__Exercise inputs__
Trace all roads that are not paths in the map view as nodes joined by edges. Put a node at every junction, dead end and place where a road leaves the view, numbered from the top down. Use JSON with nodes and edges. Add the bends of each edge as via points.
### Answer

--

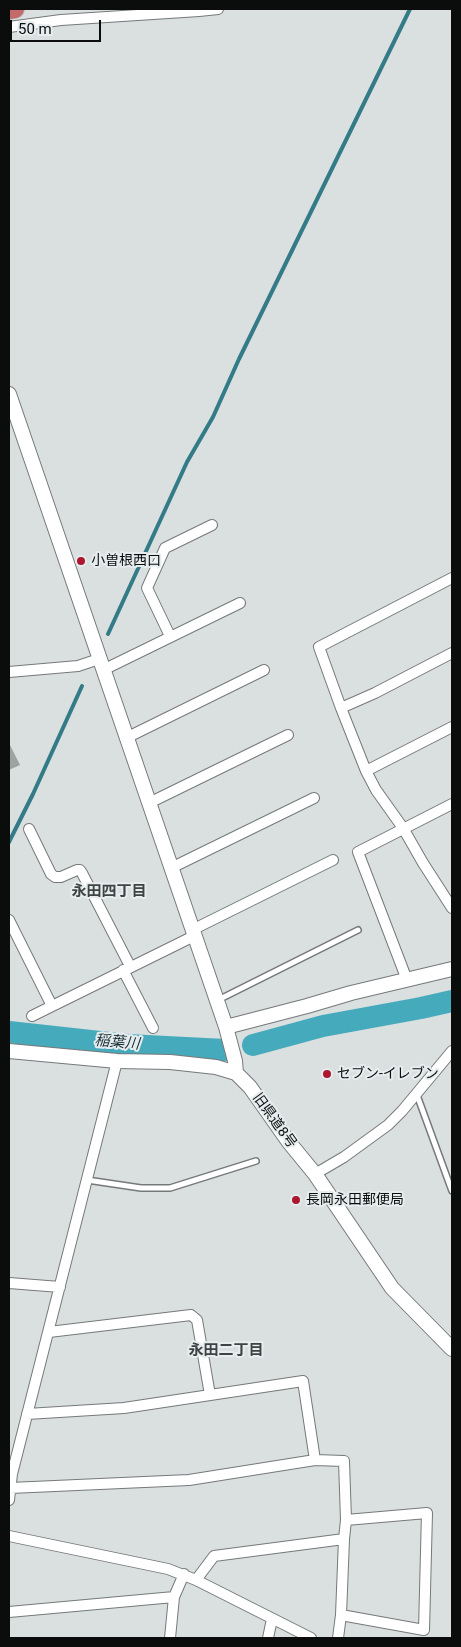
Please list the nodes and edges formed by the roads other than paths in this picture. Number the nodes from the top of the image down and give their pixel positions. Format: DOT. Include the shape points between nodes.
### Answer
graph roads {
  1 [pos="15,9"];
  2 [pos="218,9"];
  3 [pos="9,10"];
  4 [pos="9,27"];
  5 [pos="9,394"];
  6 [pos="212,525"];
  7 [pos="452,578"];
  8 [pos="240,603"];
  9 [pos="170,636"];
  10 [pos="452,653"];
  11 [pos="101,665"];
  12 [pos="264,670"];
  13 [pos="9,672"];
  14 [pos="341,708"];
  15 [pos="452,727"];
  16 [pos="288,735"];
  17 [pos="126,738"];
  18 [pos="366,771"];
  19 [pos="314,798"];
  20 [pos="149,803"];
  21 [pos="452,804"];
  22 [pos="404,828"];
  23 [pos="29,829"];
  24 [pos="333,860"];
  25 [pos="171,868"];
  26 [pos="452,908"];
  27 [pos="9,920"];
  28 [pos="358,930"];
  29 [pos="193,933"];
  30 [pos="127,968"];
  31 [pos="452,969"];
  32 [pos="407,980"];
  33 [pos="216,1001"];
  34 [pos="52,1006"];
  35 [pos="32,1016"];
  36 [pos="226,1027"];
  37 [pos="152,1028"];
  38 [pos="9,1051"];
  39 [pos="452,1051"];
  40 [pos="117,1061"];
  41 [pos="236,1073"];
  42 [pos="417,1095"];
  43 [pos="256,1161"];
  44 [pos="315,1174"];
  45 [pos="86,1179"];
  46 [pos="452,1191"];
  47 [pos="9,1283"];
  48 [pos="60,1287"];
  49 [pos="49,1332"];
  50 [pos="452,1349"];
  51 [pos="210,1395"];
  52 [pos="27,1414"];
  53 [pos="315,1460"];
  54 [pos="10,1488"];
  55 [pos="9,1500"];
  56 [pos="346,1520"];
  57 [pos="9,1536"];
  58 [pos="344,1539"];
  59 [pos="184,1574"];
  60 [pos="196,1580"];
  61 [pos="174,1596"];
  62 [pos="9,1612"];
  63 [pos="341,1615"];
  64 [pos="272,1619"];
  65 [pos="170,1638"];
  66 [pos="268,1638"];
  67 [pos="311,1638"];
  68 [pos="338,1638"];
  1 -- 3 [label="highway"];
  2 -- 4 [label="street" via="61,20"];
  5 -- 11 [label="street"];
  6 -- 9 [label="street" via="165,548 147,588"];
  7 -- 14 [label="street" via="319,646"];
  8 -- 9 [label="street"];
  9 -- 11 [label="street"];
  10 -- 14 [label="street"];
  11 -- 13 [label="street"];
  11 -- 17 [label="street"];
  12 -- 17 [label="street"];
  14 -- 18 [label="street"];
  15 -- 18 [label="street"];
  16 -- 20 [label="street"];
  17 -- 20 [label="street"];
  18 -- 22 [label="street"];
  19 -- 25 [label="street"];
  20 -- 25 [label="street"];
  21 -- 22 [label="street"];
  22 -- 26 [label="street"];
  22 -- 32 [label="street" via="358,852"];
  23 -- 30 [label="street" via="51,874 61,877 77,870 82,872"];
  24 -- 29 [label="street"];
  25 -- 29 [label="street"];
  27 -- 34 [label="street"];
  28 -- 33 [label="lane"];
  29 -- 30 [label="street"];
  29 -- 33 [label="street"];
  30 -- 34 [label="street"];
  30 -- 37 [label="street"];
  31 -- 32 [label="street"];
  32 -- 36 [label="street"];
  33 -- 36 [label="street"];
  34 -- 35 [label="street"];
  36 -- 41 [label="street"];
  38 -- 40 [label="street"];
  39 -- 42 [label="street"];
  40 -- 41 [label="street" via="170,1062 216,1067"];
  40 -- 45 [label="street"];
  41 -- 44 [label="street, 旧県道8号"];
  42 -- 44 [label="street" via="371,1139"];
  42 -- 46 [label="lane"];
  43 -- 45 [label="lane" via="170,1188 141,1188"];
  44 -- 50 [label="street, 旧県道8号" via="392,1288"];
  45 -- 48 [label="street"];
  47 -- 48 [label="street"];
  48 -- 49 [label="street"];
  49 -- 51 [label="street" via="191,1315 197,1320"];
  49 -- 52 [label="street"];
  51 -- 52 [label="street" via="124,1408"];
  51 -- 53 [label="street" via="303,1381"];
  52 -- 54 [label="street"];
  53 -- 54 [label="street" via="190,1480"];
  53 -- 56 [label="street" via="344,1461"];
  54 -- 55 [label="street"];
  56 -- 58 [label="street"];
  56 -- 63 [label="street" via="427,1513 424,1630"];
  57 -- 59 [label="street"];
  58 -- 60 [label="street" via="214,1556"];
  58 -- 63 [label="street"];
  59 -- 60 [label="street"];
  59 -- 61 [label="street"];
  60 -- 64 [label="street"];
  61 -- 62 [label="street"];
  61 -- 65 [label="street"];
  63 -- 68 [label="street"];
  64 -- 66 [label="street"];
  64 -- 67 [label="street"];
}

--

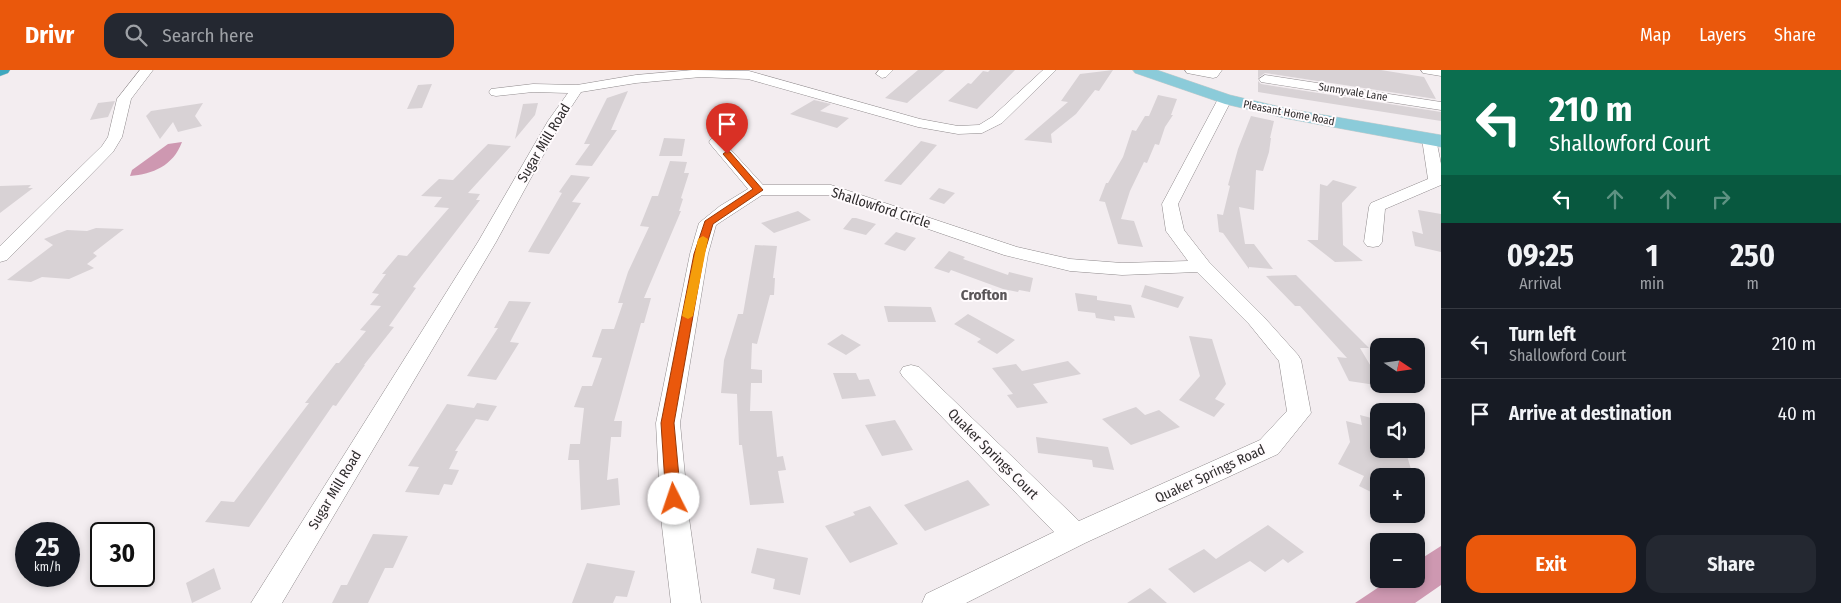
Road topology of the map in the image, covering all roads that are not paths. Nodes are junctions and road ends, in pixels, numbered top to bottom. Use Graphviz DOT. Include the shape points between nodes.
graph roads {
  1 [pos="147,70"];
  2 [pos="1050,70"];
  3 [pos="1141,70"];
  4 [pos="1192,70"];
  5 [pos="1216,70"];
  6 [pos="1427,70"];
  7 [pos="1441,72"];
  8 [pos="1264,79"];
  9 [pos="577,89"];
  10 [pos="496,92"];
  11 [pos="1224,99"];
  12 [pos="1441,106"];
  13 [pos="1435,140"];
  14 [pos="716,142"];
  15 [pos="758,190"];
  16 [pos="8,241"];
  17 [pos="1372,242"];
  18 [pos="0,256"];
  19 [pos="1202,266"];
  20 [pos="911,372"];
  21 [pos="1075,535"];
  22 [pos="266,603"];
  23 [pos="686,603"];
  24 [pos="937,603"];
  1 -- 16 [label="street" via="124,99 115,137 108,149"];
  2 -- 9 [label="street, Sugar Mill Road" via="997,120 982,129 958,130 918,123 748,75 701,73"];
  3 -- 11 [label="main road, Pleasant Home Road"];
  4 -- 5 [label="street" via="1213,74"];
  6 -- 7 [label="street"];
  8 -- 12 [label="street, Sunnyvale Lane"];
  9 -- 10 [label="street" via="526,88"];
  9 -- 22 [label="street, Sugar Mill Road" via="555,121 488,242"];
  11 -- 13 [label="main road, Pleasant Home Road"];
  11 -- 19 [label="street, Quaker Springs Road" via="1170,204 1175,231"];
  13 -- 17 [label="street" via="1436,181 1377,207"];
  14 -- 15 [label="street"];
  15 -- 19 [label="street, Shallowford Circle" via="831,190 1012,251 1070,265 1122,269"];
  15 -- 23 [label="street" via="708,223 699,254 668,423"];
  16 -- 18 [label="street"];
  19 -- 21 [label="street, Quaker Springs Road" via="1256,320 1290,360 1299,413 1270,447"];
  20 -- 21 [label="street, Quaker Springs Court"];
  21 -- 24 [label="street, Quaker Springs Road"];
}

__What you are asked to do__
Your answer should be only the number of lines in the entries above that hold the string "edges".

__Exercise response__
2